### [What you have to do]
Your task is to transcribe the entries below exactly, beginning with the line containing "Trace all roads" and ending with the final line, and to add nothing else.

(Supplied material begins)

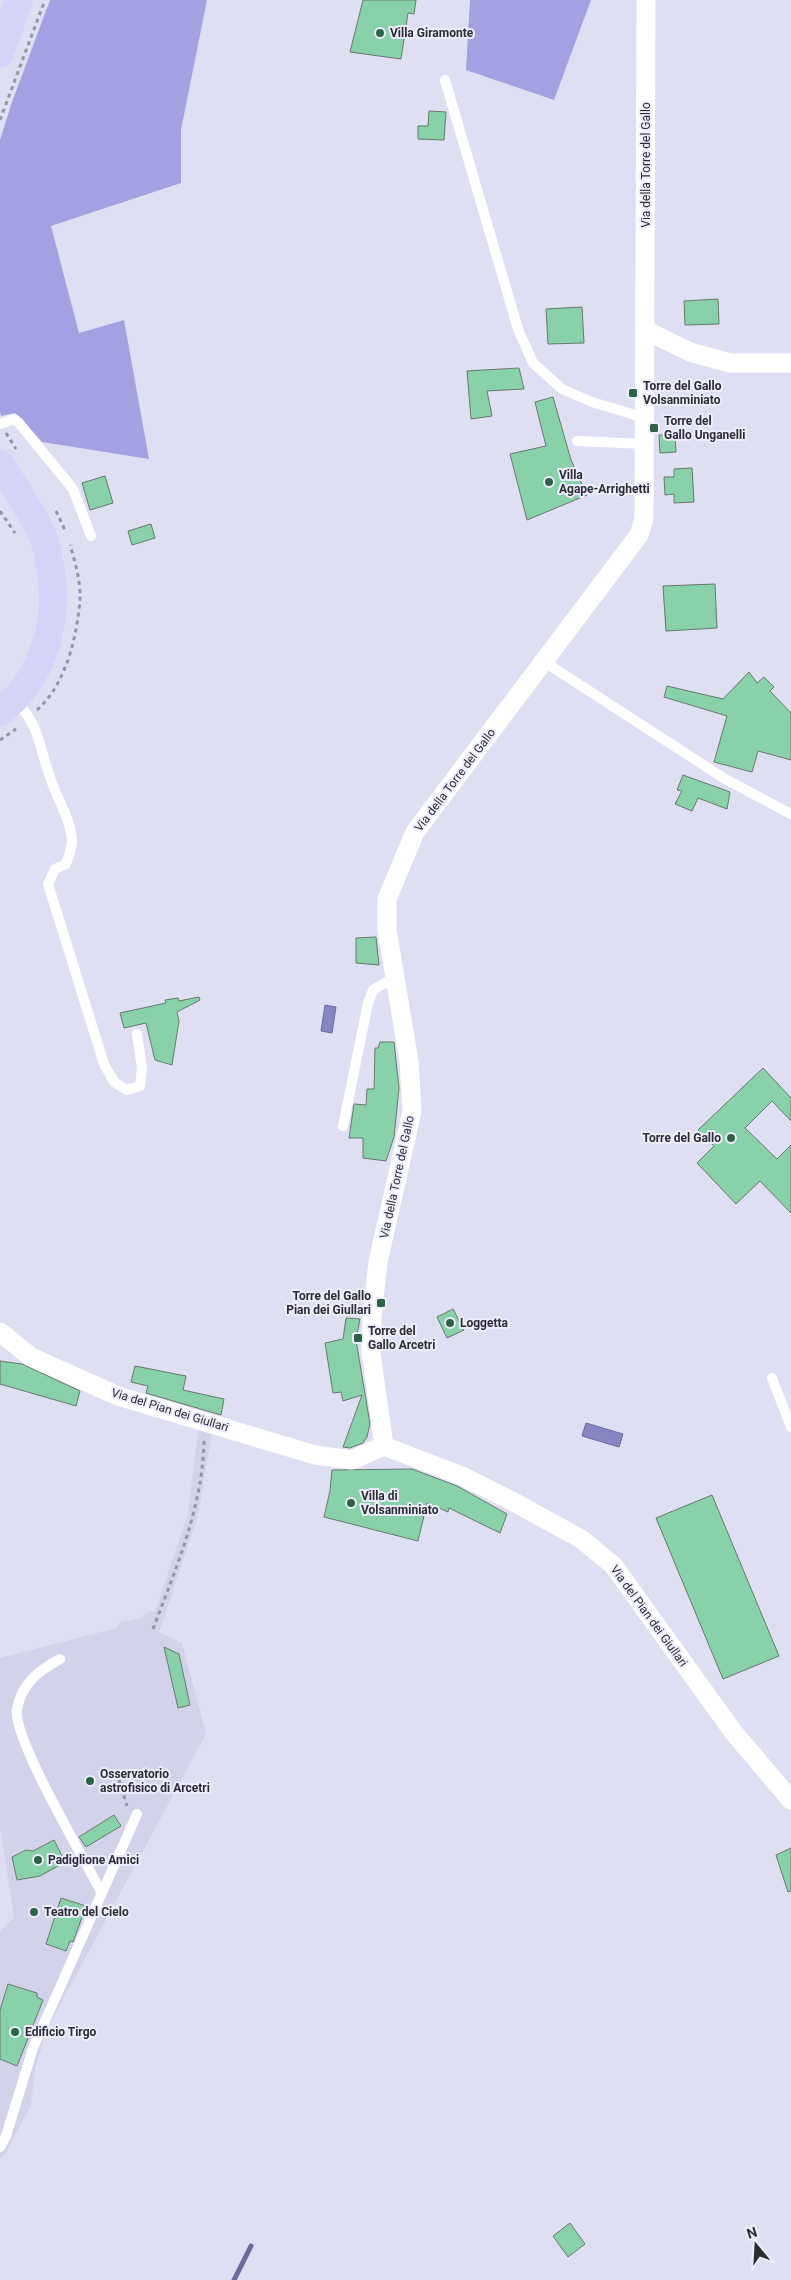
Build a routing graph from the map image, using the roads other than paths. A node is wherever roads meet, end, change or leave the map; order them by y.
1 (19, 0) edge
2 (646, 0) edge
3 (0, 53) edge
4 (445, 80) dead end
5 (645, 330) junction
6 (791, 363) edge
7 (645, 418) junction
8 (0, 424) edge
9 (577, 441) dead end
10 (645, 444) junction
11 (0, 464) edge
12 (91, 536) dead end
13 (543, 661) junction
14 (8, 706) edge
15 (791, 814) edge
16 (395, 977) junction
17 (137, 1034) dead end
18 (343, 1126) dead end
19 (0, 1332) edge
20 (772, 1378) dead end
21 (791, 1427) edge
22 (384, 1446) junction
23 (60, 1659) dead end
24 (791, 1800) edge
25 (133, 1813) road end
26 (101, 1892) junction
27 (0, 2146) edge

1 - 3 main road
2 - 5 street, Via della Torre del Gallo
4 - 7 lane
5 - 6 street
5 - 7 street, Via della Torre del Gallo
7 - 10 street, Via della Torre del Gallo
8 - 12 lane
9 - 10 lane
10 - 13 street, Via della Torre del Gallo
11 - 14 main road
13 - 15 lane
13 - 16 street, Via della Torre del Gallo
14 - 17 lane
16 - 18 lane
16 - 22 street, Via della Torre del Gallo
19 - 22 street, Via del Pian dei Giullari
20 - 21 lane
22 - 24 street, Via del Pian dei Giullari
23 - 26 lane
25 - 26 lane
26 - 27 lane

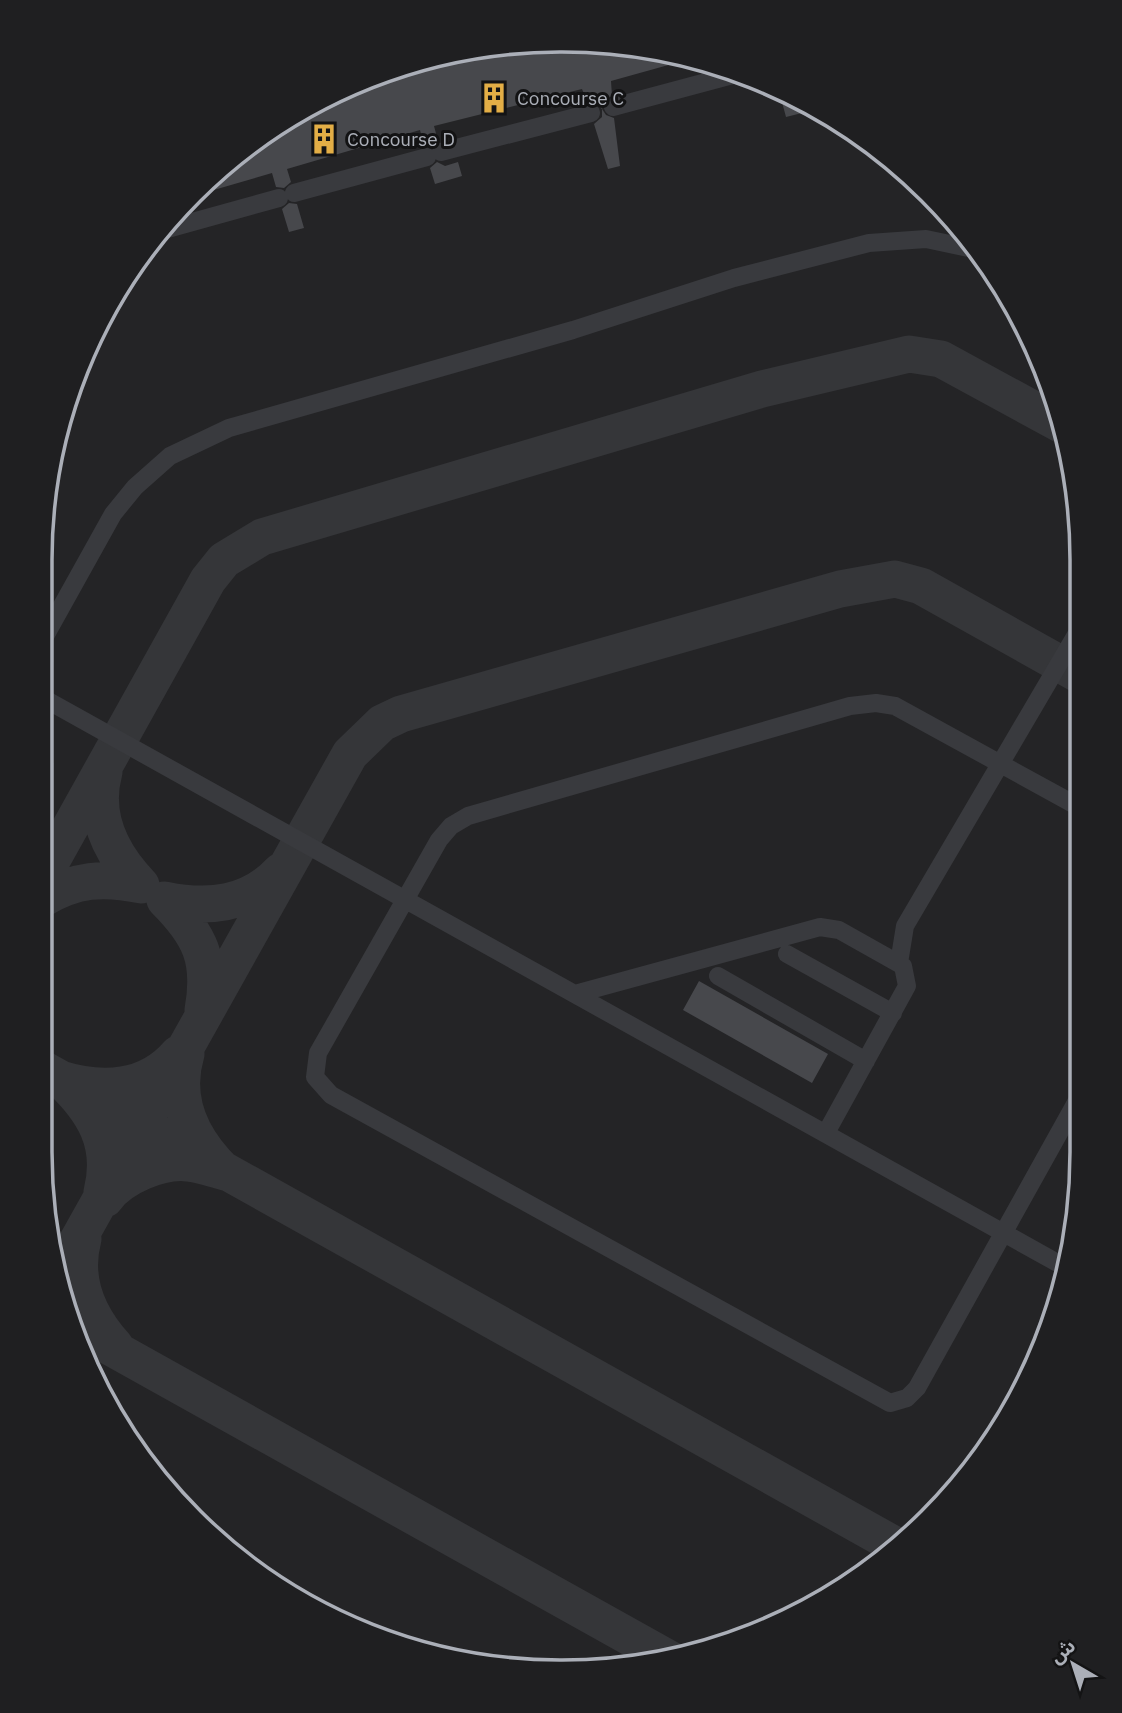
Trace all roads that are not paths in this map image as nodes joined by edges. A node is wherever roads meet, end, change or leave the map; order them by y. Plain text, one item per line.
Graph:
1 (721, 78) edge
2 (613, 107) dead end
3 (591, 113) dead end
4 (179, 227) edge
5 (959, 245) edge
6 (52, 624) edge
7 (1070, 645) edge
8 (52, 703) edge
9 (1000, 761) junction
10 (1070, 802) edge
11 (403, 898) junction
12 (905, 926) junction
13 (871, 948) junction
14 (788, 954) dead end
15 (899, 964) junction
16 (718, 976) dead end
17 (575, 995) junction
18 (892, 1013) junction
19 (866, 1061) junction
20 (1070, 1114) edge
21 (826, 1133) junction
22 (1004, 1234) junction
23 (1057, 1263) edge

1 - 2 lane
3 - 4 lane
5 - 6 lane
7 - 9 lane
8 - 11 lane
9 - 10 lane
9 - 11 lane
9 - 12 lane
11 - 17 lane
11 - 22 lane
12 - 13 lane
12 - 15 lane
13 - 15 lane
13 - 17 lane
14 - 18 lane
15 - 18 lane
16 - 19 lane
17 - 21 lane
18 - 19 lane
19 - 21 lane
20 - 22 lane
21 - 22 lane
22 - 23 lane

(Supplied material ends)

### [Result for this task]
Trace all roads that are not paths in this map image as nodes joined by edges. A node is wherever roads meet, end, change or leave the map; order them by y. Plain text, one item per line.
Graph:
1 (721, 78) edge
2 (613, 107) dead end
3 (591, 113) dead end
4 (179, 227) edge
5 (959, 245) edge
6 (52, 624) edge
7 (1070, 645) edge
8 (52, 703) edge
9 (1000, 761) junction
10 (1070, 802) edge
11 (403, 898) junction
12 (905, 926) junction
13 (871, 948) junction
14 (788, 954) dead end
15 (899, 964) junction
16 (718, 976) dead end
17 (575, 995) junction
18 (892, 1013) junction
19 (866, 1061) junction
20 (1070, 1114) edge
21 (826, 1133) junction
22 (1004, 1234) junction
23 (1057, 1263) edge

1 - 2 lane
3 - 4 lane
5 - 6 lane
7 - 9 lane
8 - 11 lane
9 - 10 lane
9 - 11 lane
9 - 12 lane
11 - 17 lane
11 - 22 lane
12 - 13 lane
12 - 15 lane
13 - 15 lane
13 - 17 lane
14 - 18 lane
15 - 18 lane
16 - 19 lane
17 - 21 lane
18 - 19 lane
19 - 21 lane
20 - 22 lane
21 - 22 lane
22 - 23 lane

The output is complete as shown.